§ **Input data**
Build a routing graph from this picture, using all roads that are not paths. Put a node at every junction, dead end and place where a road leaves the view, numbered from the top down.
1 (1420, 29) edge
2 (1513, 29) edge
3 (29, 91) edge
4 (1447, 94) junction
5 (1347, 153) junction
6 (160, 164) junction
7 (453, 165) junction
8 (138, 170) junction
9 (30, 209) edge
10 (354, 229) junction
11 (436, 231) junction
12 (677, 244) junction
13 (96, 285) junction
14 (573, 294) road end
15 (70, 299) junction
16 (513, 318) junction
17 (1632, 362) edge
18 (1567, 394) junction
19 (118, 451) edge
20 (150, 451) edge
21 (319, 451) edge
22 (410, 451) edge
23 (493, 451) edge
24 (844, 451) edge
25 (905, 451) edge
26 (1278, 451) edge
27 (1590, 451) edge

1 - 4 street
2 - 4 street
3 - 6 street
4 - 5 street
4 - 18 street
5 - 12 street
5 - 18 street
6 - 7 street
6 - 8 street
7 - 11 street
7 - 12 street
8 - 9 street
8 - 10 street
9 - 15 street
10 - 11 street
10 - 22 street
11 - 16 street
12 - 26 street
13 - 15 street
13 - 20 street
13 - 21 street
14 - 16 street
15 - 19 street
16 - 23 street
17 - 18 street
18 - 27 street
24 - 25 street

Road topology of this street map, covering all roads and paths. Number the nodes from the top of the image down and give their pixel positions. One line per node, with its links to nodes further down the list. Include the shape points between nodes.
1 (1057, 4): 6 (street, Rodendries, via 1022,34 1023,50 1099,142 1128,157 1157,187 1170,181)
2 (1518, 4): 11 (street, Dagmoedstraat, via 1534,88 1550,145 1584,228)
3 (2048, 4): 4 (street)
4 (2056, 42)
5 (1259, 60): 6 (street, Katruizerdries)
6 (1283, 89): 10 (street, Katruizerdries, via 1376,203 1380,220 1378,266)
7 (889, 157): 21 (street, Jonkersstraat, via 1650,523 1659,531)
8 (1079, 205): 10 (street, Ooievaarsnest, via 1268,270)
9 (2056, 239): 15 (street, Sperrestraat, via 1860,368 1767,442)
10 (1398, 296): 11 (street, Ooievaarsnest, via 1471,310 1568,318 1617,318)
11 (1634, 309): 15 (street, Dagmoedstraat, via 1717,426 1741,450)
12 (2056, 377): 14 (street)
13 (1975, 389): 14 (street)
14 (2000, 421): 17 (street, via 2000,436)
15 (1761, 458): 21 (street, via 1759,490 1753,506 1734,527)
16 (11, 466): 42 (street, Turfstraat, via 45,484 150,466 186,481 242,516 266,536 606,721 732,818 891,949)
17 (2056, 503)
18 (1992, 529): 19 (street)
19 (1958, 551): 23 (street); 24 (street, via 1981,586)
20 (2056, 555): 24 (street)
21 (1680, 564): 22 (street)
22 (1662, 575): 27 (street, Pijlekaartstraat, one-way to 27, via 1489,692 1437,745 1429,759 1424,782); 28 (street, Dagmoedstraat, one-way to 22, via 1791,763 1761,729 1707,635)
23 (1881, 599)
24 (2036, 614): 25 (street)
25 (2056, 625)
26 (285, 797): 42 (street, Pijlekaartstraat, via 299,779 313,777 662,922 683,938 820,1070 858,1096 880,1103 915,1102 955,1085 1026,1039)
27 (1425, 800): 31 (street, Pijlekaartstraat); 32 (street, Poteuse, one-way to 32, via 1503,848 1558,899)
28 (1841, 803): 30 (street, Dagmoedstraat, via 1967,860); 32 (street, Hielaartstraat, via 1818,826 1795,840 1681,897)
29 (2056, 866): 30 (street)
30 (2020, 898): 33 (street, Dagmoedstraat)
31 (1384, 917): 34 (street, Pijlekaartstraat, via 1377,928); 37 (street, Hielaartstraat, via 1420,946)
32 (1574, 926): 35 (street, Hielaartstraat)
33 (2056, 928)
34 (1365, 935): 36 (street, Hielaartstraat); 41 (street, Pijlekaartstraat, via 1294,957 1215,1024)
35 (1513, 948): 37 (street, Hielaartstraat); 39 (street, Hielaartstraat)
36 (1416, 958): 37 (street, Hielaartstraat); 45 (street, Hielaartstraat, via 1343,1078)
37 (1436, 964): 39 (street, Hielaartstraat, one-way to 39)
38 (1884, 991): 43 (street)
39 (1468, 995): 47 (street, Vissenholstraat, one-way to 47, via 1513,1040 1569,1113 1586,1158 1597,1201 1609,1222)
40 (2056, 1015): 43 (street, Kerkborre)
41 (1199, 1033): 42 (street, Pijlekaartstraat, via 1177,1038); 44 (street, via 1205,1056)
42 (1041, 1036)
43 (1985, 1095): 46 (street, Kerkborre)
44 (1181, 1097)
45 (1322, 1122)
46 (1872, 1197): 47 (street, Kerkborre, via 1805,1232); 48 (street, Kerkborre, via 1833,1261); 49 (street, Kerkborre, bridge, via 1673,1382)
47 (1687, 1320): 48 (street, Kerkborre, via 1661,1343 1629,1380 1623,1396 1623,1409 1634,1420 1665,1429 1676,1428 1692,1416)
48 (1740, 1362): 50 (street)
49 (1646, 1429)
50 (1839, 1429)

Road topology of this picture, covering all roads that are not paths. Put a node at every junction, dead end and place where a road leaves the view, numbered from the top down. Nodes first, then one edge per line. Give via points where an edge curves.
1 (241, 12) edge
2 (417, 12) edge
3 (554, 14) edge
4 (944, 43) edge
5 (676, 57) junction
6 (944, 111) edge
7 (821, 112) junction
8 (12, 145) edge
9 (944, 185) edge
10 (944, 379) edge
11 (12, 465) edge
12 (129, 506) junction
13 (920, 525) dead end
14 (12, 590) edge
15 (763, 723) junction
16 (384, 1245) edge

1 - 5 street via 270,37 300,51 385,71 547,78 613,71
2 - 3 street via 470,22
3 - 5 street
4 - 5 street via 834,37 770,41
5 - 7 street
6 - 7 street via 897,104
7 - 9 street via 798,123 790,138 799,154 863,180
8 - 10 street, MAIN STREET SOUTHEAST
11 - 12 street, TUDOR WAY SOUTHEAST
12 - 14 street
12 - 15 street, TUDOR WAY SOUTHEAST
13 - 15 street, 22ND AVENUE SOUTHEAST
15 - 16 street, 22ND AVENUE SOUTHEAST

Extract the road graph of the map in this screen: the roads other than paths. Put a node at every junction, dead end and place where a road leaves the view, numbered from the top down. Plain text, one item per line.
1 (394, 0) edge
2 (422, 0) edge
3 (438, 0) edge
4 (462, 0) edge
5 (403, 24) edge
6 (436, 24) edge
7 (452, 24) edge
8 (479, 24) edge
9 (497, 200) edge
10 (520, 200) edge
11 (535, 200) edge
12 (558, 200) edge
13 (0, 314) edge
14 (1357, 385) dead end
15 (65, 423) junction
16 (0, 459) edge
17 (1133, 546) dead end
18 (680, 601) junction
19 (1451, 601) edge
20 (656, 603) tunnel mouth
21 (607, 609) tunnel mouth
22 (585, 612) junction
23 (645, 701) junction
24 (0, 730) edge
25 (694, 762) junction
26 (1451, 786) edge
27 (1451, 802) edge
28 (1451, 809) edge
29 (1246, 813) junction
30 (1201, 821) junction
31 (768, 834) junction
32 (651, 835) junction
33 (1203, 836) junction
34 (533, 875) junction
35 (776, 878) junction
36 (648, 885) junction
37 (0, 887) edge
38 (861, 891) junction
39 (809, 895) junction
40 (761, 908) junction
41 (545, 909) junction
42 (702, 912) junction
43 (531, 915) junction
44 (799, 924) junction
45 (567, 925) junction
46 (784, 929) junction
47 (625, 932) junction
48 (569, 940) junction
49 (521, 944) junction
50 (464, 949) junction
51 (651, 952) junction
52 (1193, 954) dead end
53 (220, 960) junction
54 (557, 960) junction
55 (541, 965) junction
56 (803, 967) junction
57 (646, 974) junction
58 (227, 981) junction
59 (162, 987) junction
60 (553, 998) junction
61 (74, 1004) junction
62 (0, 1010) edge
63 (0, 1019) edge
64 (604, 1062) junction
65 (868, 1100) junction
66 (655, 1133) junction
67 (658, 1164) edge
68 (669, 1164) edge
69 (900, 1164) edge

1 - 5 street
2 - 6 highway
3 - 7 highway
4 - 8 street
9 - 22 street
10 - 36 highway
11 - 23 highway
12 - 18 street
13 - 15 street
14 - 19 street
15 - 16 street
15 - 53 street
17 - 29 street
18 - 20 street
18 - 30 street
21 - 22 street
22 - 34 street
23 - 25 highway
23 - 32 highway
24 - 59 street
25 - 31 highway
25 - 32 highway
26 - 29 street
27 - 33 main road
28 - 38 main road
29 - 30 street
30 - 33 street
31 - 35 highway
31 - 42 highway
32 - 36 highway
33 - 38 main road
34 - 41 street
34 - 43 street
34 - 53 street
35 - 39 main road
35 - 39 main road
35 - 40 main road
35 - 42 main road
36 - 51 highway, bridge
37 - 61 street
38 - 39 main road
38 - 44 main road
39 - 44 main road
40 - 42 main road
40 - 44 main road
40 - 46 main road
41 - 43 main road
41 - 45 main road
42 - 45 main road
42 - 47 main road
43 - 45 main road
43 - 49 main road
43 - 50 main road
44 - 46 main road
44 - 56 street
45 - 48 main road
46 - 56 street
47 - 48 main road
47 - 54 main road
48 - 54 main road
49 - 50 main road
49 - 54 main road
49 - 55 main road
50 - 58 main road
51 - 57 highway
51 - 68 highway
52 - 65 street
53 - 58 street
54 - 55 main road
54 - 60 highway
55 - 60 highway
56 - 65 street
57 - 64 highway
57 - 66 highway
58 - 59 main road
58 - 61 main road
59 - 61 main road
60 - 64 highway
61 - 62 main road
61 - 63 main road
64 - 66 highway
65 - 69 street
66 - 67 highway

§ **Task details**
Search the records for the word "Pijlekaartstraat" and return every line that holds it.

§ **Task output**
22 (1662, 575): 27 (street, Pijlekaartstraat, one-way to 27, via 1489,692 1437,745 1429,759 1424,782); 28 (street, Dagmoedstraat, one-way to 22, via 1791,763 1761,729 1707,635)
26 (285, 797): 42 (street, Pijlekaartstraat, via 299,779 313,777 662,922 683,938 820,1070 858,1096 880,1103 915,1102 955,1085 1026,1039)
27 (1425, 800): 31 (street, Pijlekaartstraat); 32 (street, Poteuse, one-way to 32, via 1503,848 1558,899)
31 (1384, 917): 34 (street, Pijlekaartstraat, via 1377,928); 37 (street, Hielaartstraat, via 1420,946)
34 (1365, 935): 36 (street, Hielaartstraat); 41 (street, Pijlekaartstraat, via 1294,957 1215,1024)
41 (1199, 1033): 42 (street, Pijlekaartstraat, via 1177,1038); 44 (street, via 1205,1056)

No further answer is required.